→ **Exercise description**
Check every line of the data below for the word "this". Copy the ones that have it.

→ **Available records**
== Segment start ==

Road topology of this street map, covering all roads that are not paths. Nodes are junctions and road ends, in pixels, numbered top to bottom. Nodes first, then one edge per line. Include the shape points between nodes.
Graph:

== Segment end ==
== Segment start ==

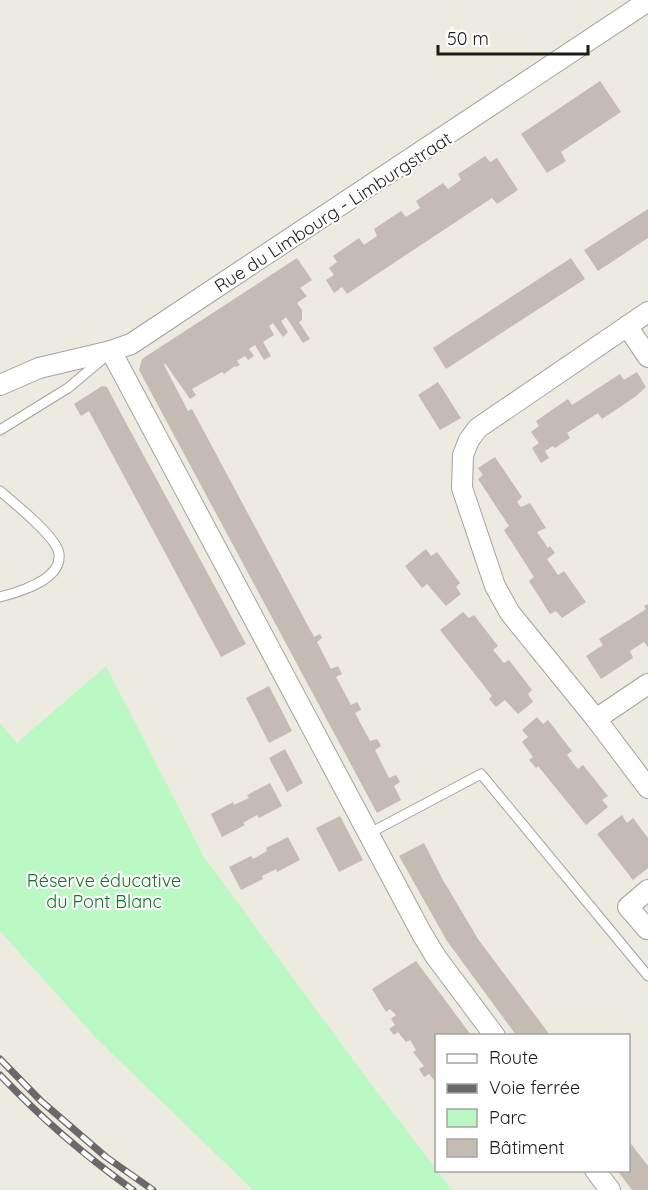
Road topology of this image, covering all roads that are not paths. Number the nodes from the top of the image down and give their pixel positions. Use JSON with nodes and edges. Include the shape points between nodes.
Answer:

== Segment end ==

→ **Written response**
Road topology of this street map, covering all roads that are not paths. Nodes are junctions and road ends, in pixels, numbered top to bottom. Nodes first, then one edge per line. Include the shape points between nodes.
Road topology of this image, covering all roads that are not paths. Number the nodes from the top of the image down and give their pixel positions. Use JSON with nodes and edges. Include the shape points between nodes.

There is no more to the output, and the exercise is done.